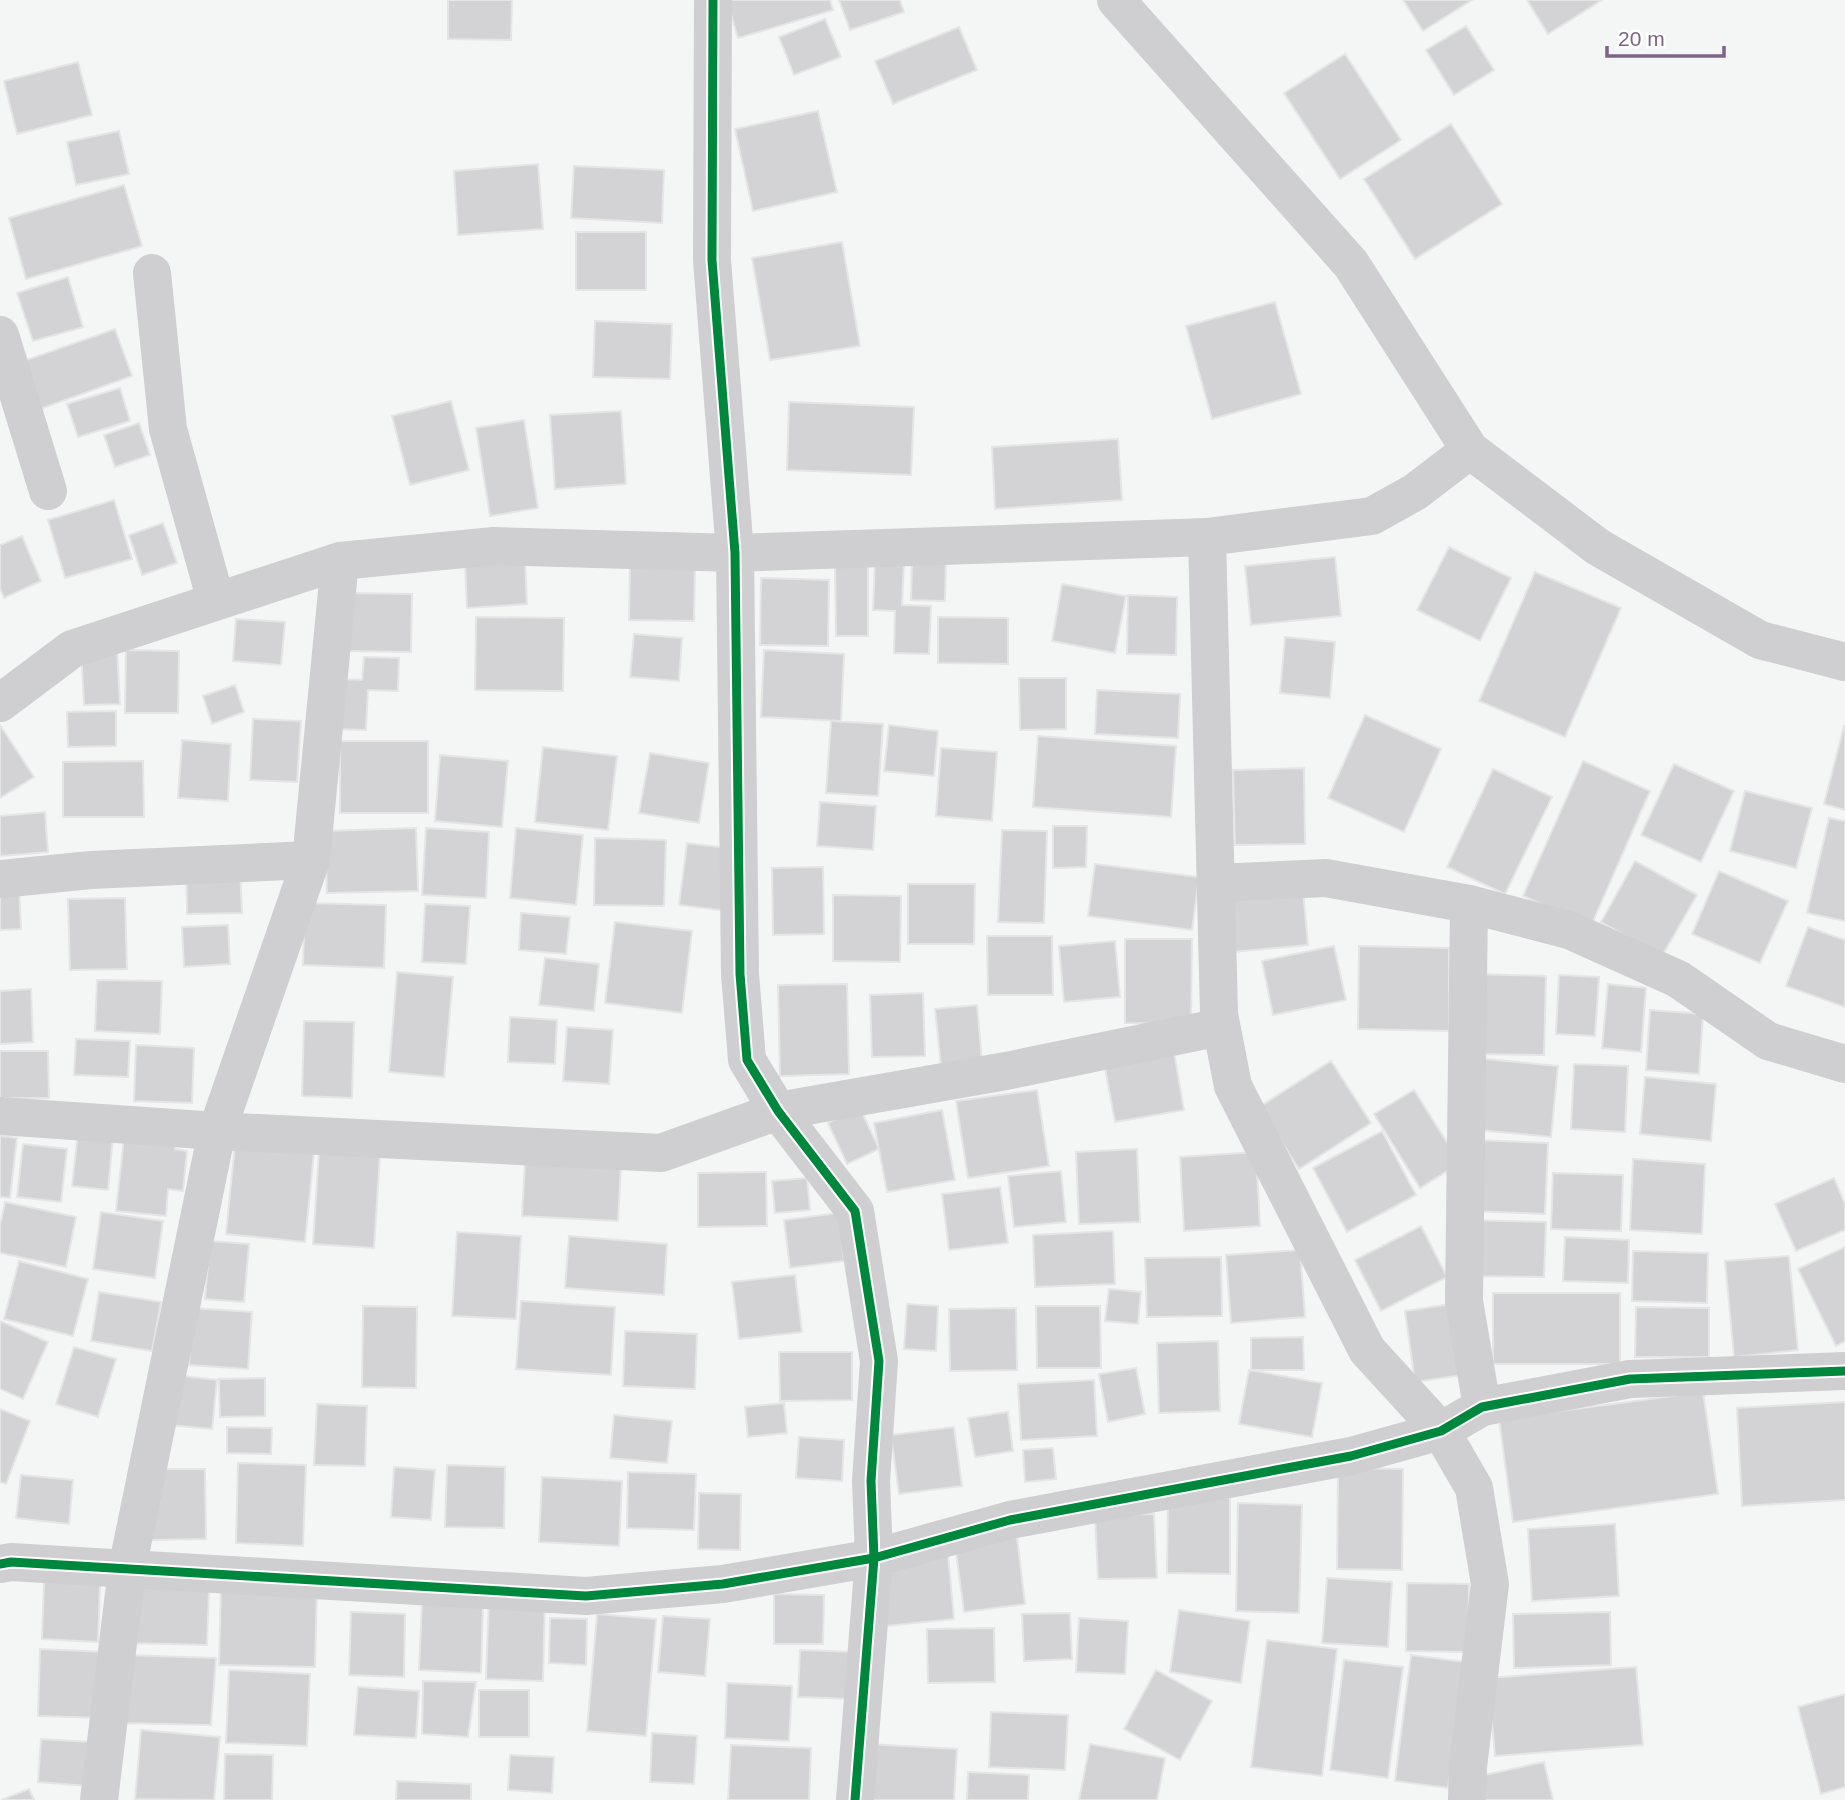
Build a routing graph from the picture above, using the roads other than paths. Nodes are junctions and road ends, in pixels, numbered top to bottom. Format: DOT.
graph roads {
  1 [pos="713,0"];
  2 [pos="1116,0"];
  3 [pos="152,273"];
  4 [pos="0,335"];
  5 [pos="1470,450"];
  6 [pos="48,491"];
  7 [pos="1207,537"];
  8 [pos="735,553"];
  9 [pos="340,561"];
  10 [pos="216,601"];
  11 [pos="1845,662"];
  12 [pos="0,703"];
  13 [pos="311,860"];
  14 [pos="0,879"];
  15 [pos="1216,883"];
  16 [pos="1469,904"];
  17 [pos="1221,1027"];
  18 [pos="1845,1064"];
  19 [pos="778,1111"];
  20 [pos="0,1116"];
  21 [pos="218,1131"];
  22 [pos="1845,1371"];
  23 [pos="1482,1407"];
  24 [pos="1441,1431"];
  25 [pos="874,1558"];
  26 [pos="0,1564"];
  27 [pos="127,1569"];
  28 [pos="99,1800"];
  29 [pos="855,1800"];
  30 [pos="1467,1800"];
  1 -- 8 [label="street"];
  2 -- 5 [label="street"];
  3 -- 10 [label="street"];
  4 -- 6 [label="street"];
  5 -- 7 [label="street"];
  5 -- 11 [label="street"];
  7 -- 8 [label="street"];
  7 -- 15 [label="street"];
  8 -- 9 [label="street"];
  8 -- 19 [label="street"];
  9 -- 10 [label="street"];
  9 -- 13 [label="street"];
  10 -- 12 [label="street"];
  13 -- 14 [label="street"];
  13 -- 21 [label="street"];
  15 -- 16 [label="street"];
  15 -- 17 [label="street"];
  16 -- 18 [label="street"];
  16 -- 23 [label="street"];
  17 -- 19 [label="street"];
  17 -- 24 [label="street"];
  19 -- 21 [label="street"];
  19 -- 25 [label="street"];
  20 -- 21 [label="street"];
  21 -- 27 [label="street"];
  22 -- 23 [label="street"];
  23 -- 24 [label="street"];
  24 -- 25 [label="street"];
  24 -- 30 [label="street"];
  25 -- 27 [label="street"];
  25 -- 29 [label="street"];
  26 -- 27 [label="street"];
  27 -- 28 [label="street"];
}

^^^^^^^^^^^^^^^^

The task:
Please print all of the records above exactly, omitting each picture.

The completed task:
Build a routing graph from the picture above, using the roads other than paths. Nodes are junctions and road ends, in pixels, numbered top to bottom. Format: DOT.
graph roads {
  1 [pos="713,0"];
  2 [pos="1116,0"];
  3 [pos="152,273"];
  4 [pos="0,335"];
  5 [pos="1470,450"];
  6 [pos="48,491"];
  7 [pos="1207,537"];
  8 [pos="735,553"];
  9 [pos="340,561"];
  10 [pos="216,601"];
  11 [pos="1845,662"];
  12 [pos="0,703"];
  13 [pos="311,860"];
  14 [pos="0,879"];
  15 [pos="1216,883"];
  16 [pos="1469,904"];
  17 [pos="1221,1027"];
  18 [pos="1845,1064"];
  19 [pos="778,1111"];
  20 [pos="0,1116"];
  21 [pos="218,1131"];
  22 [pos="1845,1371"];
  23 [pos="1482,1407"];
  24 [pos="1441,1431"];
  25 [pos="874,1558"];
  26 [pos="0,1564"];
  27 [pos="127,1569"];
  28 [pos="99,1800"];
  29 [pos="855,1800"];
  30 [pos="1467,1800"];
  1 -- 8 [label="street"];
  2 -- 5 [label="street"];
  3 -- 10 [label="street"];
  4 -- 6 [label="street"];
  5 -- 7 [label="street"];
  5 -- 11 [label="street"];
  7 -- 8 [label="street"];
  7 -- 15 [label="street"];
  8 -- 9 [label="street"];
  8 -- 19 [label="street"];
  9 -- 10 [label="street"];
  9 -- 13 [label="street"];
  10 -- 12 [label="street"];
  13 -- 14 [label="street"];
  13 -- 21 [label="street"];
  15 -- 16 [label="street"];
  15 -- 17 [label="street"];
  16 -- 18 [label="street"];
  16 -- 23 [label="street"];
  17 -- 19 [label="street"];
  17 -- 24 [label="street"];
  19 -- 21 [label="street"];
  19 -- 25 [label="street"];
  20 -- 21 [label="street"];
  21 -- 27 [label="street"];
  22 -- 23 [label="street"];
  23 -- 24 [label="street"];
  24 -- 25 [label="street"];
  24 -- 30 [label="street"];
  25 -- 27 [label="street"];
  25 -- 29 [label="street"];
  26 -- 27 [label="street"];
  27 -- 28 [label="street"];
}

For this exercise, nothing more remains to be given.